Shiloh (April, 1862)
A small country church still meets at the spot where Southern forces on an early Sunday morning attacked U.S. Grant's army, which was camped around the church building. When my family and I worshipped there a few years back on a warm day, we used small hand fans with the traditional placement of a funeral home name on one side, but this pertinent statement on the other: "Moonshine kills." The Tennessee battlefield's markings make it easy to follow the course of the savage fighting over two days that left the North with 13,000 casualties and the South with nearly 12,000; some of the dead were buried in mass trenches that are still well-marked. The commanding general of the Southern forces, Albert Sydney Johnston, was one of the Southern slain. He had sent away his staff physician to attend a group of Federal wounded, and bled to death when a bullet severed his femoral artery and no one around him thought to tie a tourniquet. ("These men were our enemies a moment ago," Johnston had told his doctor, who had not wanted to leave. "They are our prisoners now. Take care of them.")
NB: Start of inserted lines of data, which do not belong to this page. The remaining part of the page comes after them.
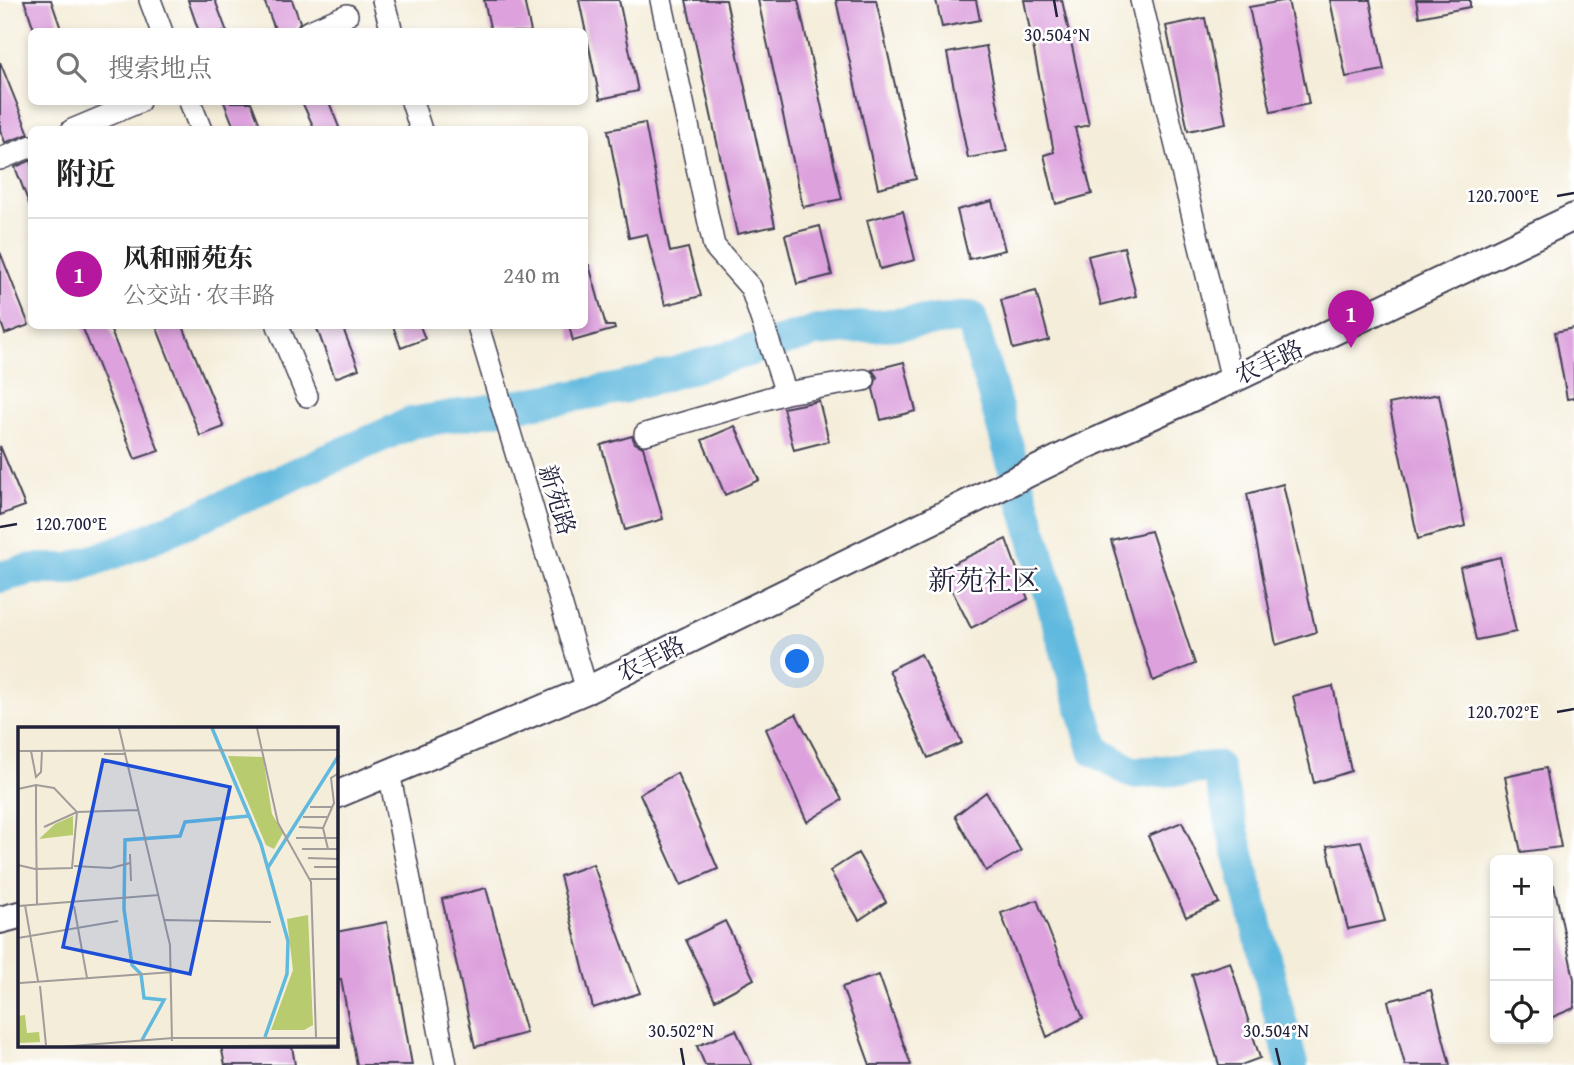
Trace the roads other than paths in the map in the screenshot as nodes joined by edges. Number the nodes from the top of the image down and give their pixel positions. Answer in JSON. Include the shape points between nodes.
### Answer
{"nodes":[{"id":1,"x":150,"y":0,"type":"edge"},
{"id":2,"x":383,"y":0,"type":"edge"},
{"id":3,"x":661,"y":0,"type":"edge"},
{"id":4,"x":1141,"y":0,"type":"edge"},
{"id":5,"x":347,"y":15,"type":"dead end"},
{"id":6,"x":160,"y":28,"type":"edge"},
{"id":7,"x":317,"y":28,"type":"edge"},
{"id":8,"x":391,"y":28,"type":"edge"},
{"id":9,"x":132,"y":105,"type":"edge"},
{"id":10,"x":191,"y":105,"type":"edge"},
{"id":11,"x":413,"y":105,"type":"edge"},
{"id":12,"x":82,"y":126,"type":"edge"},
{"id":13,"x":199,"y":126,"type":"edge"},
{"id":14,"x":420,"y":126,"type":"edge"},
{"id":15,"x":28,"y":148,"type":"edge"},
{"id":16,"x":0,"y":159,"type":"edge"},
{"id":17,"x":1574,"y":217,"type":"edge"},
{"id":18,"x":279,"y":329,"type":"edge"},
{"id":19,"x":481,"y":335,"type":"edge"},
{"id":20,"x":864,"y":380,"type":"dead end"},
{"id":21,"x":1232,"y":380,"type":"junction"},
{"id":22,"x":786,"y":393,"type":"junction"},
{"id":23,"x":306,"y":396,"type":"dead end"},
{"id":24,"x":645,"y":434,"type":"dead end"},
{"id":25,"x":587,"y":690,"type":"junction"},
{"id":26,"x":389,"y":772,"type":"junction"},
{"id":27,"x":338,"y":794,"type":"edge"},
{"id":28,"x":18,"y":915,"type":"edge"},
{"id":29,"x":0,"y":920,"type":"edge"},
{"id":30,"x":446,"y":1065,"type":"edge"}],
"edges":[{"from":1,"to":6,"type":"street"},
{"from":2,"to":8,"type":"street"},
{"from":3,"to":22,"type":"street","via":[[714,246],[751,288]]},
{"from":4,"to":21,"type":"street"},
{"from":5,"to":7,"type":"street"},
{"from":9,"to":12,"type":"street"},
{"from":10,"to":13,"type":"street"},
{"from":11,"to":14,"type":"street"},
{"from":15,"to":16,"type":"street"},
{"from":17,"to":21,"type":"main road","name":"农丰路"},
{"from":18,"to":23,"type":"street"},
{"from":19,"to":25,"type":"street","name":"新苑路"},
{"from":20,"to":22,"type":"street"},
{"from":21,"to":25,"type":"main road","name":"农丰路","via":[[1076,450]]},
{"from":22,"to":24,"type":"street"},
{"from":25,"to":26,"type":"main road","name":"农丰路"},
{"from":26,"to":27,"type":"main road","name":"农丰路"},
{"from":26,"to":30,"type":"street"},
{"from":28,"to":29,"type":"main road"}]}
Fredericksburg (December, 1862)
If you're curious about what "high ground, good ground" really means in civil warfare, stand by the stone wall at Marye's Heights. Northern troops had to move across 400 yards of open Virginia terrain, uphill; if they made it through the fire of massed artillery, they ran into the massed fire of Confederate riflemen behind the stone wall. Union general Ambrose Burnside ordered thousands of men to the attack, and about 8,000 were killed or wounded; not one reached the wall. Burnside was so distraught by what he had done that he wanted to lead a new assault personally the next morning, but others dissuaded him and the armies remained in a standoff for two days, while Union soldiers froze to death on the few acres between the armies. Then Burnside withdrew, but not before the memory of the disaster was so indelibly inscribed in the minds of Union soldiers that, as Pickett's Charge at Gettysburg half a year later was proving equally disastrous for the South, some Northerners were yelling, "Fredericksburg! Fredericksburg!"
Cold Harbor (June, 1864)
By 1864 Lincoln and his generals had settled on a war of attrition: "doing the arithmetic," Lincoln called it, for the North could lose men and replace them, but if Southern forces lost half as many they would likely stay in that depleted condition. The night before battle Northern soldiers were writing their names and home addresses on slips of paper and pinning them to the backs of their coats, so the identity of their corpses the next day could be recognized more readily. U.S. Grant's forces at Cold Harbor, Va., had 7,000 casualties, most of them during a furious 8-minute assault against the Southern lines; Robert E. Lee's army lost 1,500. When the attack ended, an Alabama colonel noted that "the dead covered more than five acres of ground about as thickly as they could be laid." One blood-stained diary found in the pocket of a dead soldier had this final entry: "June 3. Cold Harbor. I was killed."